* Work item: Lines in which "Jordan" appears should be pulled from the data below.

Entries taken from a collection
##############################
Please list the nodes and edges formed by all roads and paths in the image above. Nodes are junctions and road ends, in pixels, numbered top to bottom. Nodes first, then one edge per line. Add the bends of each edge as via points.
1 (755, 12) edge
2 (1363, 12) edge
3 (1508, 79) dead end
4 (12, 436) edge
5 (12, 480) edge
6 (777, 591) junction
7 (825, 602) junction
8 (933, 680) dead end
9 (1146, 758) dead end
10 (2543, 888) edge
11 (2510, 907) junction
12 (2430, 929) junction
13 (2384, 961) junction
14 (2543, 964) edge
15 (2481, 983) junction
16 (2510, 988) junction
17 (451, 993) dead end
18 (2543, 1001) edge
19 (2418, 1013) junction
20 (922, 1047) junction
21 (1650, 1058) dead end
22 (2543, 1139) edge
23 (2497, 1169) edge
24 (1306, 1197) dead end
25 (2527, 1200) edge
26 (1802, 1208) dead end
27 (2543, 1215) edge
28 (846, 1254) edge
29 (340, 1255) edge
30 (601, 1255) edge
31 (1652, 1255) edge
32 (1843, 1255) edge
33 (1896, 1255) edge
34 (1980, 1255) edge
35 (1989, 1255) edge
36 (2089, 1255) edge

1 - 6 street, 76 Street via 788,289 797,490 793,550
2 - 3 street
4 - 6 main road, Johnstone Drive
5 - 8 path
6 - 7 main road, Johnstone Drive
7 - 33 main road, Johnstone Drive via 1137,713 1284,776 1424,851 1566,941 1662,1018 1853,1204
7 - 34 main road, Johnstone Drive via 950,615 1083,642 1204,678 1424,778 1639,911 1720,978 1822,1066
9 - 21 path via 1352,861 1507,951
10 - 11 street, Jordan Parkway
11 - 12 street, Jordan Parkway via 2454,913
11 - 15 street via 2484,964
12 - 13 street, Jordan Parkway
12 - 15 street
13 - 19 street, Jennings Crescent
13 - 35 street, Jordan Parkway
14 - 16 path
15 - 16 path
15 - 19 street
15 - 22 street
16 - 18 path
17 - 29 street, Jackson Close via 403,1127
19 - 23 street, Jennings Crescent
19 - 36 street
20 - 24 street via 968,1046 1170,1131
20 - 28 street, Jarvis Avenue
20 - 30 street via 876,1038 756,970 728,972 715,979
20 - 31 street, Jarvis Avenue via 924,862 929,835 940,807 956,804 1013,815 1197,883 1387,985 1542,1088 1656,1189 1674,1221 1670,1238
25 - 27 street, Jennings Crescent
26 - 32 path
##############################
* Exercise solution:
10 - 11 street, Jordan Parkway
11 - 12 street, Jordan Parkway via 2454,913
12 - 13 street, Jordan Parkway
13 - 35 street, Jordan Parkway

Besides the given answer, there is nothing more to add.